Tanrı yuvasını temellerinden
sarstı mı kişinin,
nesiller boyunca belalar
gelir soyunun başına.
(…) Asırlardır labdakos soyunda,
lanetlerin üzerine düşer
ölülerin laneti, tanrılar
yakıp yıkar ve nesilden
nesile geçer çaresizlik.” [1]
Hâlimiz ahvâlimiz biraz da bu, böyle. Vazgeçmiyoruz. Çizilen sınırlar, maruz kalınan baskıların en köklü, sabit, yaygın olanlarından biri insan merkezci ve ikili cinsiyet sistemi. Bedenimizin ve oluşlarımızın etrafı daha doğuştan çiziliyor. Hapsedildiğimiz bu alanda devlet ve toplum tek’likler, tanımlar, zorunluluklar üzerine kurduğu yazılı-sözlü reçetesini dilediğince uyguluyor. Beşikten, hatta rahimden mezara. Bu reçete, başta cinsiyet kimliği ve rolleri, elbette insan dışı canlılarla ilişkiler olmak üzere inanç, etnisite, sınıf, kültür hemen hepsini kapsıyor. Patriarka kapitalizm ve dinden aldığı güçle, el yükselterek hüküm sürüyor. Ancak oyunbozan bir “evlat” illâ ki çıkıyor, toplumun o konforlu genel ahlâk yatağının çarşafını altından, yorganını üstünden çekip onu bilmediği bir apaçıklıkla, çıplaklıkla, gerçeklikle karşı karşıya bırakıyor. Böylece, inşa edilen hakikatin bilgisi ve rejimi sarsılmaya, parçalanmaya, dökülmeye başlıyor.
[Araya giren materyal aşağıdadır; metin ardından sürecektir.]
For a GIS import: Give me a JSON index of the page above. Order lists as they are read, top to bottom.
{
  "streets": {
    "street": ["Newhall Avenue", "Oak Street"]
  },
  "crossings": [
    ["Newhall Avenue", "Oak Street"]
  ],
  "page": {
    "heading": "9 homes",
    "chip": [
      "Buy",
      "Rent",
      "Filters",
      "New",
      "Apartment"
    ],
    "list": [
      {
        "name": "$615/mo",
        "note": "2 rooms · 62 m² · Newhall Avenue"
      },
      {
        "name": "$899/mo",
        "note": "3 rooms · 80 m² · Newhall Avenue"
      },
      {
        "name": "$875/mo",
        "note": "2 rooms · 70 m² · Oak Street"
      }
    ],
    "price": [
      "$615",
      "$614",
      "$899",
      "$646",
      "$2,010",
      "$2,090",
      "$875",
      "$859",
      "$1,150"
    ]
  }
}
Peki ya edebiyat cinsiyetçi, mizojinik, homofobik, türcü, insanmerkezci sistem karşısında bugün ne yapıyor, yapacak? Yaşanan baskıya, zulme, yıkıma, felaketlere herkes gibi yazar da artık daha fazla tanık. Etik bir sorumlulukla karşı karşıya mı? Bunu estetiği yok saymadan ve yeniden üretmeden bir dil, biçim “tuzağına” düşmeden nasıl üstlenebilir? Örneğin söz konusu oyunbozanlar, huzurkaçıranlar, her çeşit normativiteye direnç gösterenler, kaçış çizgileri, alanları, yolları edebiyatın neresine denk düşüyor? Temsil edilemez ötekinin karşısında yazar, hem içinde bulunduğu toplumsal yapı hem de eklemlenmesi beklenen edebiyat geleneği/kanonunun parçası mı olacak, temsile mi soyunacak? Yoksa, parçalanan normativite ve benliklerle beraber kendi oluşunu ve yazısını bu sürece dahil ederek kaçış çizgilerini icat etmenin peşine mi düşecek? Verili olanlardan, yüklenenlerden, beklenenlerden “tahliye olarak” yazma riskini göze alacak mı? Eril aklın hegemonyasına girmeyi gerçekten reddedebilecek mi? Yüklerini yazgı olarak taşımak yerine başka kanallar açmak için vesile edecek mi? Şiddet, suç, cezasızlığın toplumun tüm hücrelerine bu denli yayıldığı, devletin ve sermayenin bunu sistematik olarak tüm gücü ve araçlarıyla beslediği, desteklediği, bir yandan da insan akıl ve dil tahakkümünün kendisi dışındaki tüm canlıları, kendisine benzemeyenleri bu denli yok ettiği bir çağda yazar neyi, nasıl anlatacak? Özetle dilsiz, bakışsız, yaşamasız bırakılanlar karşısında etik bir varoluşu tercih edip edebiyatın ve dilin imkânlarını kullanıp sınırları zorlayacak, değişen, dönüşen, akışkan bir metni mümkün kılacak mı? Gevezelik etmek, sömürmek ile sezdirmek, duyumsatmak arasında nerede duracak? Nasıl bir dil ve biçimle kuracak metnini? Nerelere doğru açılacak?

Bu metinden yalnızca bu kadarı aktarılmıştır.